Source data:

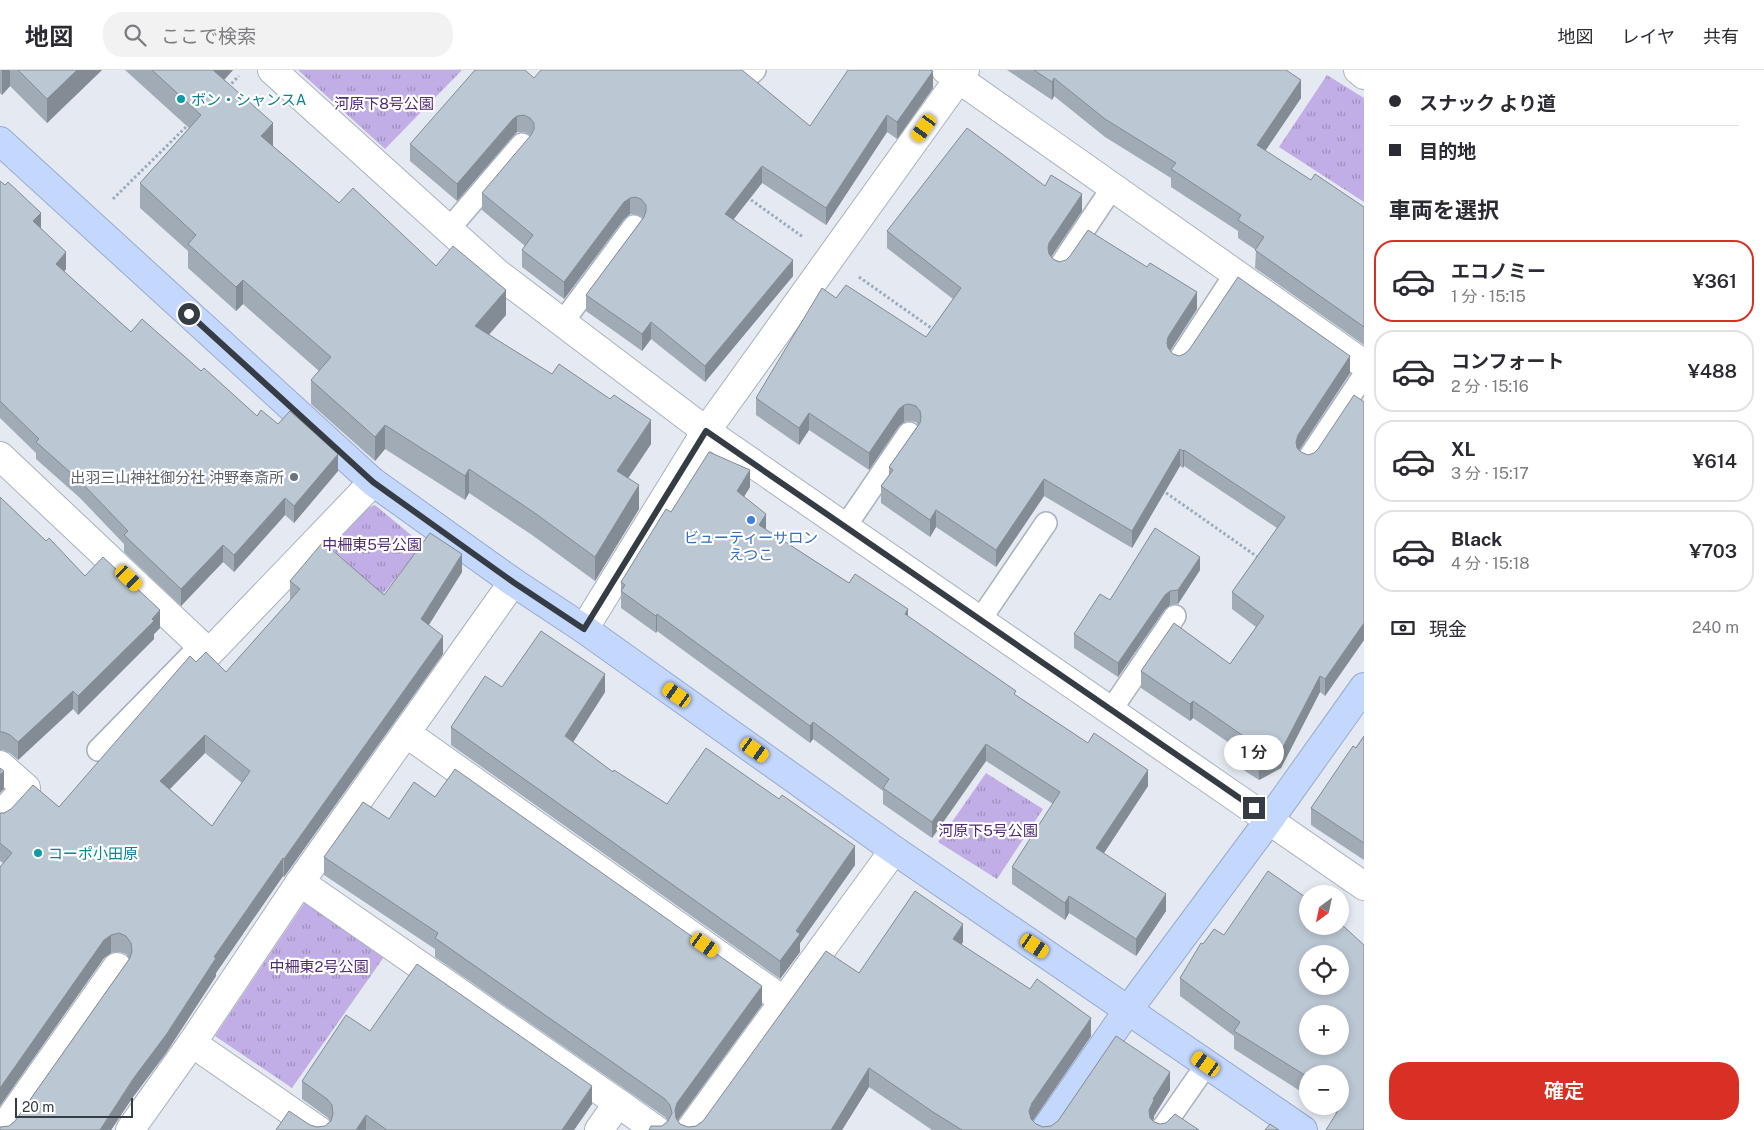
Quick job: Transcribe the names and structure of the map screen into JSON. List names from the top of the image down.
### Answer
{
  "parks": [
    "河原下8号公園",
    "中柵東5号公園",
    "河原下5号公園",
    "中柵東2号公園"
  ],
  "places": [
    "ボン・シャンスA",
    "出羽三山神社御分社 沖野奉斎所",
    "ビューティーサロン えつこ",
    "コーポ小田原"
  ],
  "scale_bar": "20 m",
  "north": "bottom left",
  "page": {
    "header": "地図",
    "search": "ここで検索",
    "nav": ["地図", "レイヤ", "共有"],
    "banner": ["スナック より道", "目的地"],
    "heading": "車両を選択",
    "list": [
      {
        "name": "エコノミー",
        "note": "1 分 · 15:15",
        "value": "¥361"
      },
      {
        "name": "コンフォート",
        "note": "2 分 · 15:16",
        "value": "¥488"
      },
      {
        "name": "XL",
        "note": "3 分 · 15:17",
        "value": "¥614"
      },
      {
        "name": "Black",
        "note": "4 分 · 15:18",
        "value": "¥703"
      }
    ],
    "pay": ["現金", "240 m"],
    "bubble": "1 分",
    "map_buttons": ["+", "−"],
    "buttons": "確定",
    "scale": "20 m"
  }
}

AIM OF THE EXERCISE: Where a line of the data above includes the string "value", pull it out.

SOLUTION:
        "value": "¥361"
        "value": "¥488"
        "value": "¥614"
        "value": "¥703"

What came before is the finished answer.